The album remains unburied in the digital grave most projects defer to once the last date of the tour reaches a climax. The visual story—directed by Mika Lungulov-Klotz—reinvigorates the Madison era as the viewer is allowed into the dark, dripping world of the Lost World Caverns in West Virginia. The visuals are the brainchild of intensive collaboration between Dahl and Lungulov-Klotz, honing in on the cyclical nature of time and the absurdity of heartbreak.

“From the beginning, we had some very similar thoughts and feelings that we thought were important about the record,” Lungulov-Klotz says. “I think the concept of time is really important in this record, this project. So something we wanted to work with and on was something that exists maybe a little bit out of time—it kind of exists in its own little bubble. It is also tied to other records from Sloppy Jane, narratively speaking. It was important to bring in the narratives from the previous album as well.”

Interview: Sloppy Jane's 'Madison' and the Absurdity of Heartbreak – New Noise Magazine (2)

Having followed Sloppy Jane from previous eras, viewers will notice Dahl’s nails acting as a bridge between two worlds. Willow—the punk, surrealist concept album inspired by Dahl’s experience working in a strip club—sees Dahl in sparkly baby-blue nails, slowly deteriorating as if falling from grace. This meticulous detail edged its way into Madison. At times, Dahl’s nails are dark blue, demarcating the woman living and possibly rotting in the cave. At others, she or others are wearing the longer, glitter-crusted nails.

“Throughout the Willow videos, we have the nails slowly fall off until they’re these weird, kind of busted, incomplete, beautiful things,” Dahl says. “And then in Madison, it sort of becomes a way to represent who is me. You know immediately in ‘Party Anthem’ I have the same nails missing, the same way they end in Willow.”

The delicious attention to continuity can be attributed to the ongoing work between Dahl and Lungulov-Klotz, who also shot a majority of the visuals for Willow. Other elements from the previous era make their way into the visual album, including outfits, characters and, of course, a smattering of f*cked up dentistry. What Willow broke apart, unnerved and scratching at its own stitches, Madison shakily put back together.

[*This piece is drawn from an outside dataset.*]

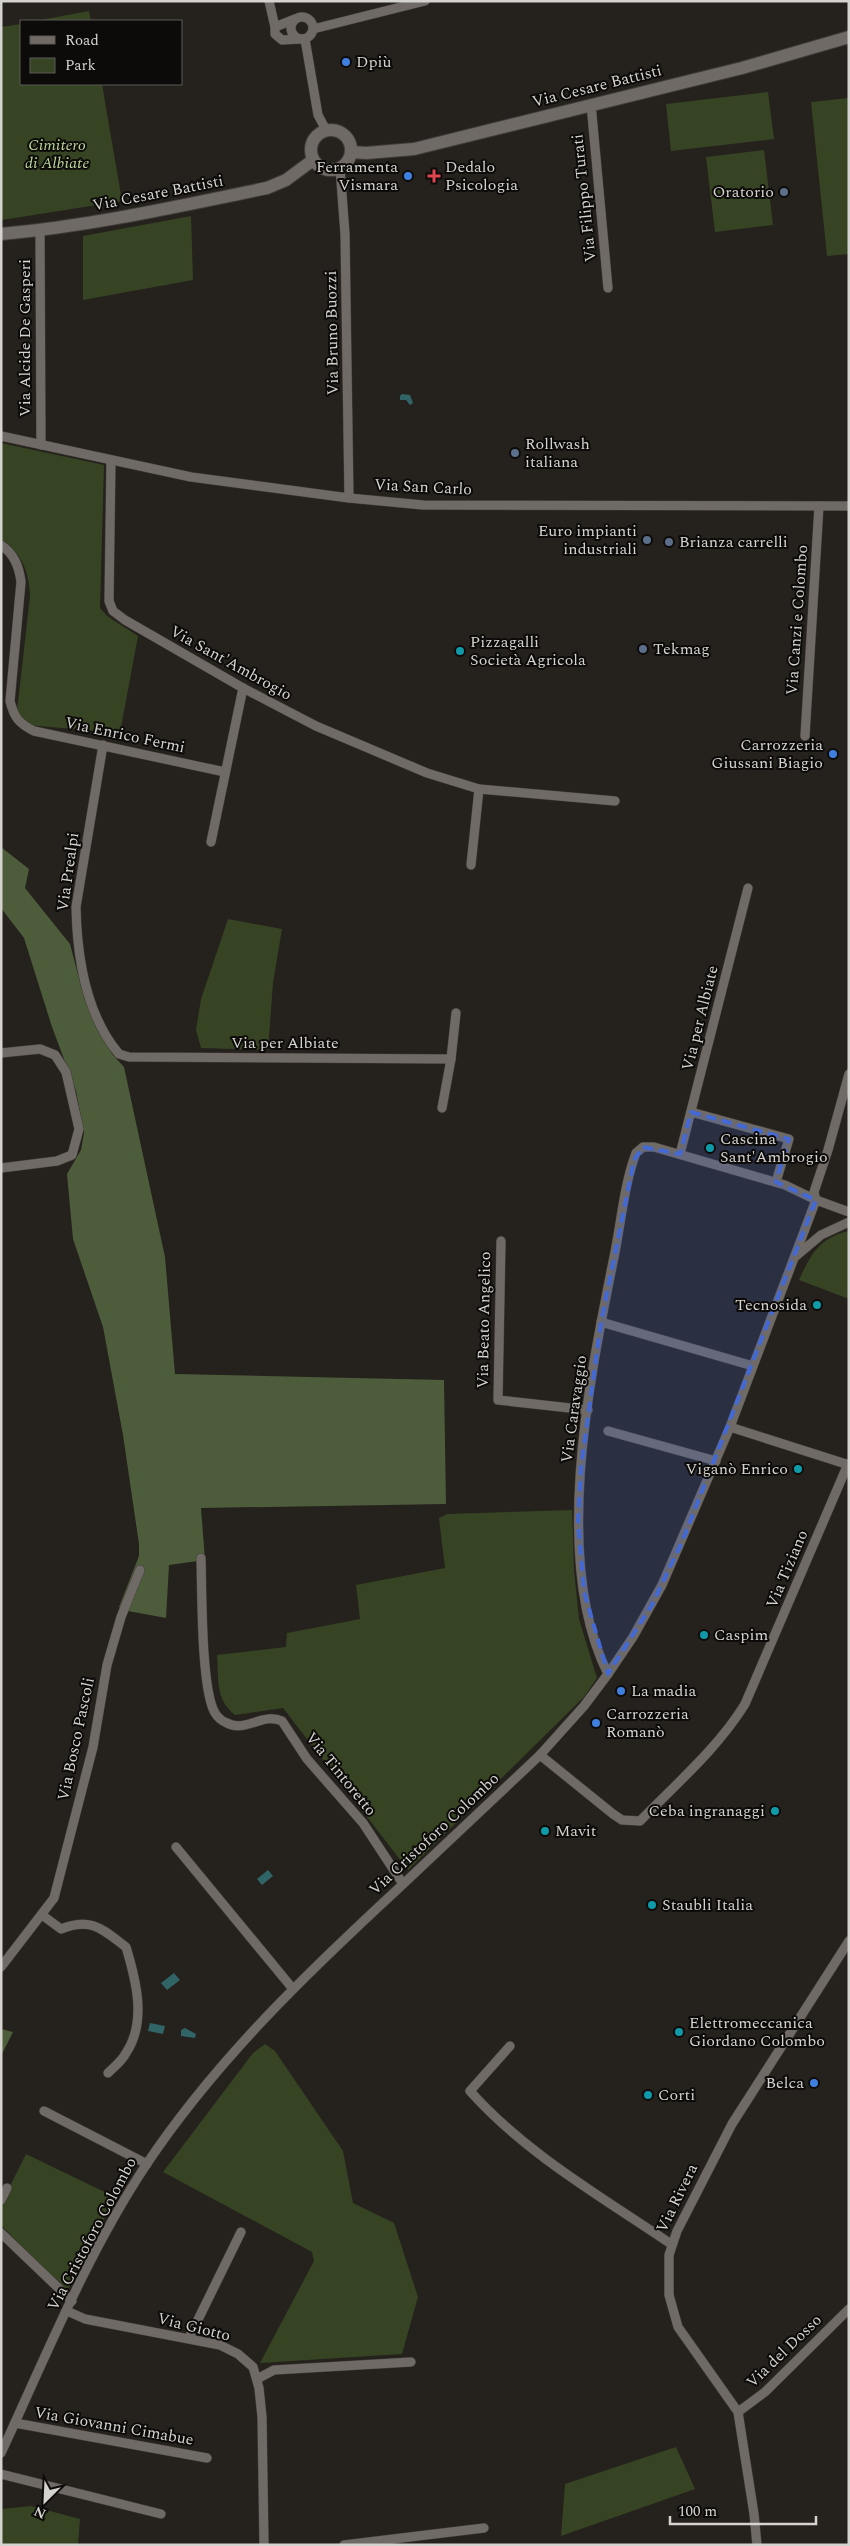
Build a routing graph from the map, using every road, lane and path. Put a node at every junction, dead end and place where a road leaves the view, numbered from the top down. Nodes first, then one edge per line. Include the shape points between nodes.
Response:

“If you followed the Willow album, it kind of ends with, in our opinion, this kind of very broken down version of… I guess me but the central character of the album shutting out a light and almost sucking herself into her own head,” Dahl notes. “The visuals in Madison are all in the imagination space of that person. I feel like Madison is a lot about unrequited love and also feeling really damaged, and I think that both unrequited love and trauma feel like a big challenge to escape your own brain.”

Madison descends into the character’s mind sleepily but not unpleasantly. “Overture” first greets the viewer, playing host to the rest of the album’s splendor. Just settling into the first notes, the camera winds around the orchestra. A quality of idle worship lingers in the opening moments—ethereal despite being literally entrenched. The cave setting is a compilation of disparate oddities: humans where there ought to be stalagmites and sound where there was silence. Like entering a forgotten megachurch now overrun by the perils of entwined realities, Madison waltzes through expansive caves at a lilting pace, unaware of how this community of musicians arrived but assured they thrive outside the confines of age.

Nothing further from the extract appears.